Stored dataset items
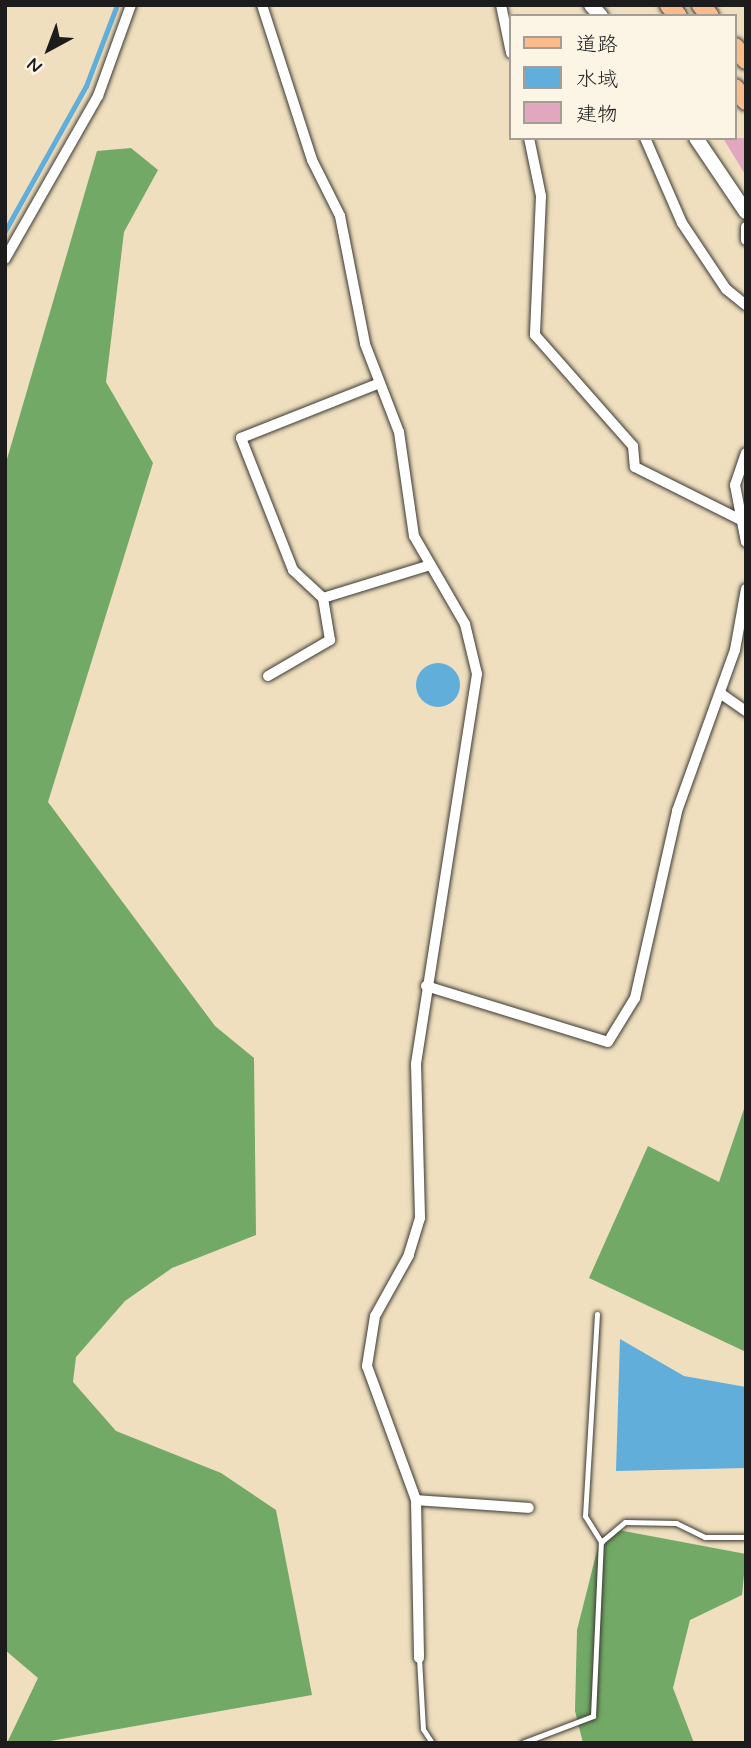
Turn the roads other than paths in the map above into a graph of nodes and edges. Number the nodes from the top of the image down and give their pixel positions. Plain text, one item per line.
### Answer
1 (131, 5) edge
2 (262, 5) edge
3 (501, 5) edge
4 (510, 49) edge
5 (529, 140) edge
6 (646, 140) edge
7 (697, 140) edge
8 (746, 212) edge
9 (746, 227) edge
10 (746, 240) edge
11 (5, 258) edge
12 (746, 305) edge
13 (380, 383) junction
14 (746, 453) edge
15 (741, 520) junction
16 (746, 542) edge
17 (427, 566) junction
18 (746, 589) edge
19 (323, 598) junction
20 (268, 676) dead end
21 (720, 693) junction
22 (746, 711) edge
23 (426, 986) junction
24 (597, 1314) dead end
25 (416, 1500) junction
26 (529, 1508) dead end
27 (746, 1537) edge
28 (601, 1542) junction
29 (419, 1658) joint
30 (432, 1743) edge
31 (522, 1743) edge

1 - 11 street
2 - 13 street
3 - 4 street
5 - 15 street
6 - 12 street
7 - 8 street
9 - 10 street
13 - 17 street
13 - 19 street
14 - 15 street
15 - 16 street
17 - 19 street
17 - 23 street
18 - 21 street
19 - 20 street
21 - 22 street
21 - 23 street
23 - 25 street
24 - 28 lane
25 - 26 street
25 - 29 street
27 - 28 lane
28 - 31 lane
29 - 30 lane

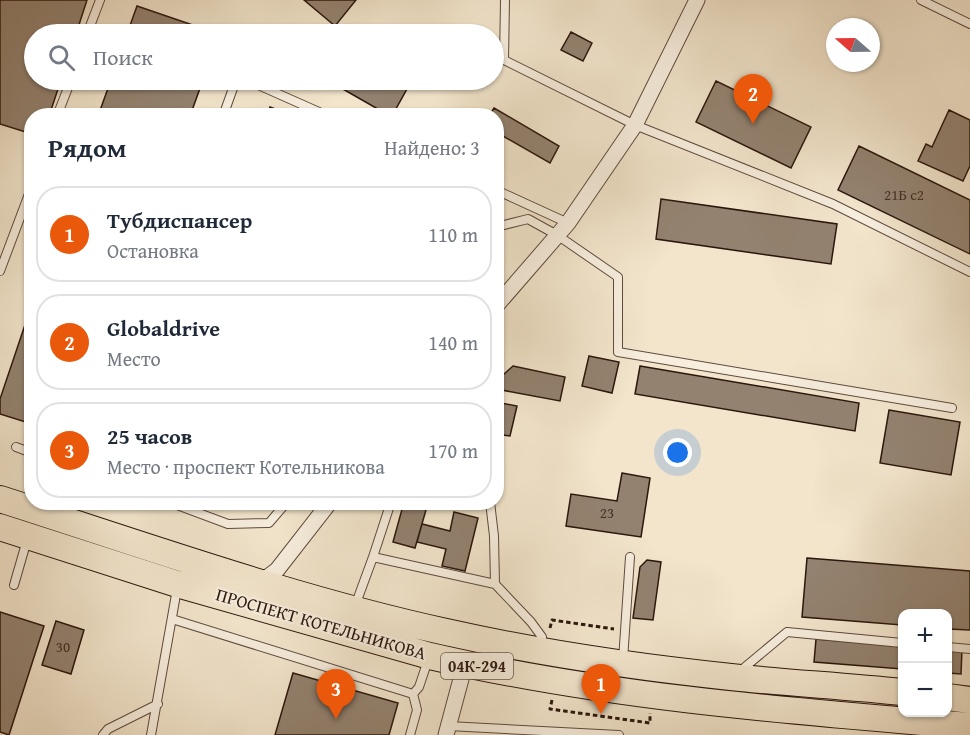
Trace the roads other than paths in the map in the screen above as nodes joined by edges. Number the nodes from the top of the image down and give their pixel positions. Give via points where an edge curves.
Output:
1 (100, 0) edge
2 (505, 0) edge
3 (697, 0) edge
4 (921, 0) edge
5 (91, 24) edge
6 (970, 24) edge
7 (67, 90) edge
8 (233, 90) edge
9 (270, 90) edge
10 (60, 108) edge
11 (227, 108) edge
12 (310, 108) edge
13 (635, 125) junction
14 (504, 194) edge
15 (24, 207) edge
16 (568, 222) junction
17 (504, 225) edge
18 (557, 235) junction
19 (0, 271) edge
20 (970, 272) edge
21 (504, 297) edge
22 (951, 408) dead end
23 (16, 447) dead end
24 (24, 450) edge
25 (0, 499) edge
26 (24, 507) edge
27 (35, 510) edge
28 (190, 510) edge
29 (280, 510) edge
30 (324, 510) edge
31 (389, 510) edge
32 (491, 510) edge
33 (0, 527) edge
34 (28, 536) junction
35 (374, 557) junction
36 (630, 557) dead end
37 (261, 582) junction
38 (177, 584) junction
39 (495, 584) junction
40 (14, 585) dead end
41 (353, 610) junction
42 (171, 619) junction
43 (898, 643) edge
44 (952, 647) edge
45 (970, 649) edge
46 (540, 651) junction
47 (430, 656) junction
48 (465, 664) junction
49 (623, 664) junction
50 (733, 677) junction
51 (898, 692) edge
52 (413, 694) junction
53 (952, 698) edge
54 (970, 700) edge
55 (158, 704) junction
56 (970, 726) edge
57 (940, 729) edge
58 (447, 730) edge
59 (103, 735) edge
60 (151, 735) edge
61 (410, 735) edge
62 (619, 735) edge

1 - 5 lane
2 - 13 lane via 504,60
3 - 13 street
4 - 6 lane
7 - 10 lane
8 - 11 lane
9 - 12 lane
13 - 16 street
13 - 20 lane via 833,204
14 - 16 lane
15 - 19 lane
16 - 18 street
17 - 18 lane via 528,219
18 - 21 street
18 - 22 lane via 618,277 618,352
23 - 24 lane
25 - 26 highway, ПРОСПЕКТ КОТЕЛЬНИКОВА / 04К-294
27 - 37 highway, ПРОСПЕКТ КОТЕЛЬНИКОВА / 04К-294
28 - 29 lane via 228,524 268,523
30 - 37 street via 277,570
31 - 35 lane
32 - 39 lane
33 - 34 highway, ПРОСПЕКТ КОТЕЛЬНИКОВА / 04К-294
34 - 38 highway, ПРОСПЕКТ КОТЕЛЬНИКОВА / 04К-294
34 - 40 lane
35 - 39 lane
35 - 41 lane
36 - 49 lane
37 - 41 highway, ПРОСПЕКТ КОТЕЛЬНИКОВА / 04К-294
38 - 42 lane
38 - 47 highway, ПРОСПЕКТ КОТЕЛЬНИКОВА / 04К-294
39 - 46 lane via 542,637
41 - 46 highway, ПРОСПЕКТ КОТЕЛЬНИКОВА / 04К-294
42 - 52 lane
42 - 55 lane
43 - 50 lane via 787,633
44 - 45 lane
46 - 49 highway, ПРОСПЕКТ КОТЕЛЬНИКОВА / 04К-294
47 - 48 highway, ПРОСПЕКТ КОТЕЛЬНИКОВА / 04К-294
47 - 52 lane
48 - 57 highway, ПРОСПЕКТ КОТЕЛЬНИКОВА / 04К-294 via 653,696
48 - 58 street
49 - 50 highway, ПРОСПЕКТ КОТЕЛЬНИКОВА / 04К-294
50 - 51 highway, ПРОСПЕКТ КОТЕЛЬНИКОВА / 04К-294
52 - 61 lane via 417,710
53 - 54 highway
55 - 59 lane
55 - 60 lane
56 - 57 highway, ПРОСПЕКТ КОТЕЛЬНИКОВА / 04К-294
58 - 62 lane

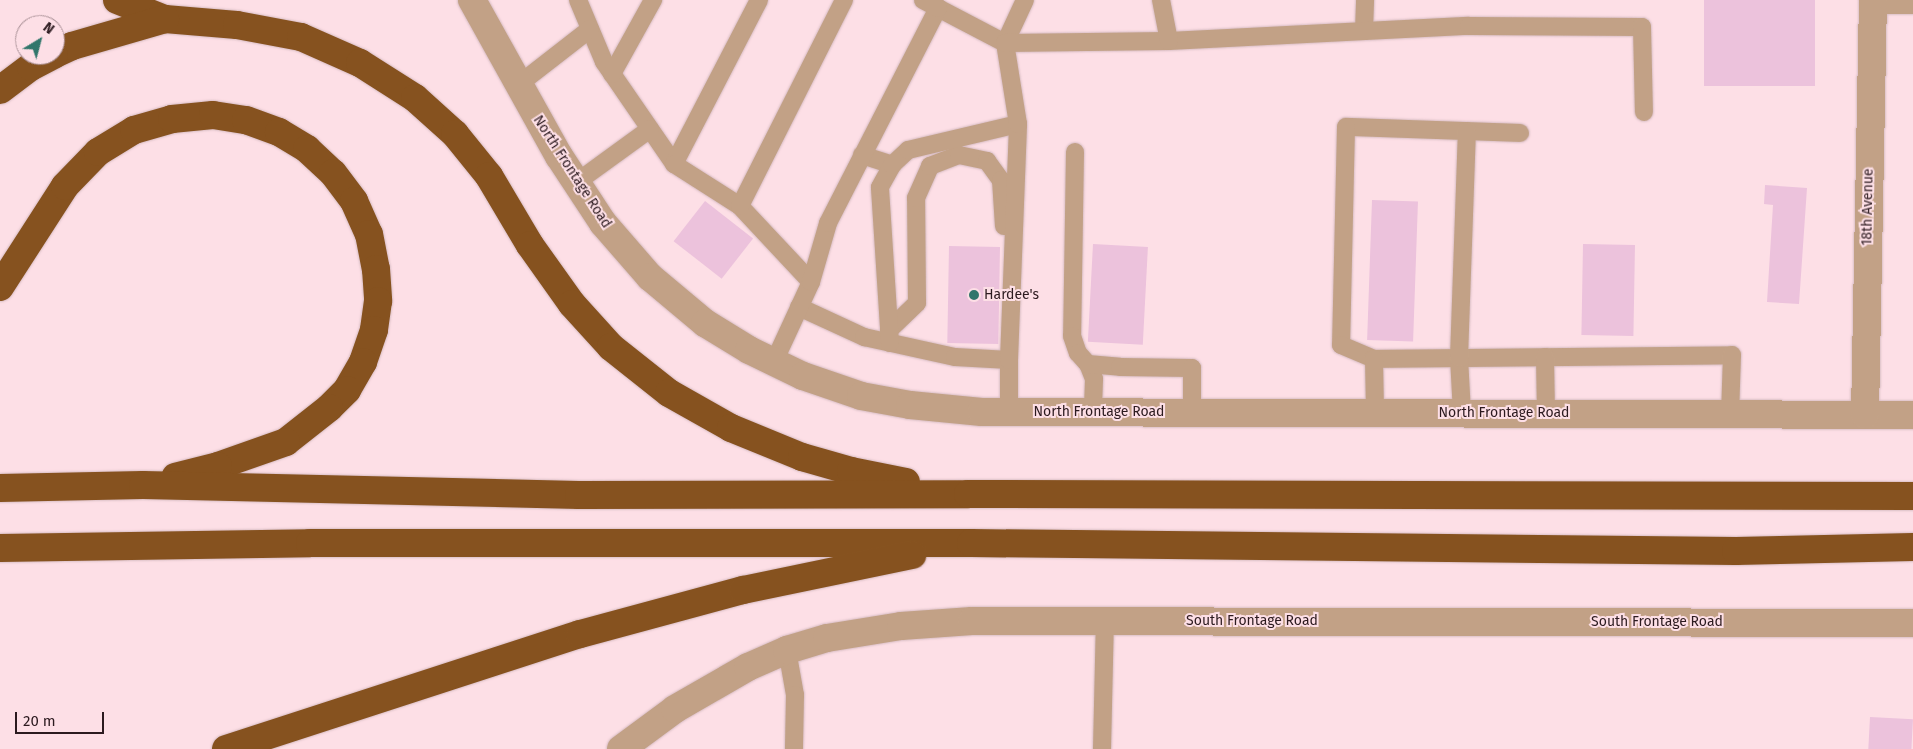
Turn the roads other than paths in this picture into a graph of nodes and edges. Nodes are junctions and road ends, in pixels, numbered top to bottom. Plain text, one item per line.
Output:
1 (117, 0) edge
2 (472, 0) edge
3 (578, 0) edge
4 (653, 0) edge
5 (759, 0) edge
6 (844, 0) edge
7 (1025, 0) edge
8 (1161, 0) edge
9 (1365, 0) edge
10 (1873, 2) edge
11 (931, 4) edge
12 (1913, 5) edge
13 (165, 19) junction
14 (590, 29) junction
15 (1364, 31) junction
16 (1169, 41) junction
17 (1005, 43) junction
18 (65, 50) edge
19 (35, 65) edge
20 (612, 74) junction
21 (518, 85) junction
22 (0, 90) edge
23 (1644, 112) dead end
24 (1018, 124) junction
25 (650, 129) junction
26 (1467, 131) junction
27 (1520, 133) dead end
28 (1075, 152) dead end
29 (862, 155) junction
30 (674, 164) junction
31 (892, 165) junction
32 (577, 182) junction
33 (740, 206) junction
34 (1013, 241) junction
35 (811, 282) junction
36 (0, 288) edge
37 (799, 307) junction
38 (890, 336) junction
39 (1545, 357) junction
40 (1460, 358) junction
41 (1374, 359) junction
42 (1009, 360) junction
43 (774, 362) junction
44 (1088, 364) junction
45 (1010, 412) junction
46 (1093, 412) junction
47 (1192, 413) junction
48 (1375, 413) junction
49 (1462, 413) junction
50 (1546, 414) junction
51 (1730, 414) junction
52 (1865, 415) junction
53 (1913, 415) edge
54 (144, 485) junction
55 (0, 488) edge
56 (968, 494) junction
57 (1913, 496) edge
58 (971, 543) junction
59 (1913, 547) edge
60 (0, 548) edge
61 (1105, 621) junction
62 (1913, 623) edge
63 (787, 650) junction
64 (226, 749) edge
65 (621, 749) edge
66 (794, 749) edge
67 (1102, 749) edge

1 - 13 highway
2 - 21 street, North Frontage Road
3 - 14 lane
4 - 20 lane
5 - 30 lane
6 - 33 lane
7 - 17 lane
8 - 16 lane
9 - 15 lane
10 - 12 lane
10 - 52 street, 18th Avenue
11 - 17 lane
11 - 29 lane
13 - 18 highway
13 - 56 highway
14 - 20 lane
14 - 21 lane
15 - 16 lane
15 - 23 lane
16 - 17 lane
17 - 24 lane
19 - 22 highway
20 - 25 lane
21 - 32 street, North Frontage Road
24 - 31 lane
24 - 34 lane
25 - 30 lane
25 - 32 lane
26 - 27 lane
26 - 40 lane
26 - 41 lane
28 - 44 lane
29 - 31 lane
29 - 35 lane
30 - 33 lane
31 - 38 lane
32 - 43 street, North Frontage Road
33 - 35 lane
34 - 38 lane
34 - 42 lane
35 - 37 lane
36 - 54 highway
37 - 38 lane
37 - 43 lane
38 - 42 lane
39 - 40 lane
39 - 50 lane
39 - 51 lane
40 - 41 lane
40 - 49 lane
41 - 48 lane
42 - 45 lane
43 - 45 street, North Frontage Road
44 - 46 lane
44 - 47 lane
45 - 46 street, North Frontage Road
46 - 47 street, North Frontage Road
47 - 48 street, North Frontage Road
48 - 49 street, North Frontage Road
49 - 50 street, North Frontage Road
50 - 51 street, North Frontage Road
51 - 52 street, North Frontage Road
52 - 53 street, North Frontage Road
54 - 55 highway
54 - 56 highway
56 - 57 highway
58 - 59 highway
58 - 60 highway
58 - 64 highway
61 - 62 street, South Frontage Road
61 - 63 street, South Frontage Road
61 - 67 lane
63 - 65 street, South Frontage Road
63 - 66 lane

◆ Exercise details ◆
Copy all lines from the data that hold the word "down".

◆ Task response ◆
Turn the roads other than paths in the map above into a graph of nodes and edges. Number the nodes from the top of the image down and give their pixel positions. Plain text, one item per line.
Trace the roads other than paths in the map in the screen above as nodes joined by edges. Number the nodes from the top of the image down and give their pixel positions. Give via points where an edge curves.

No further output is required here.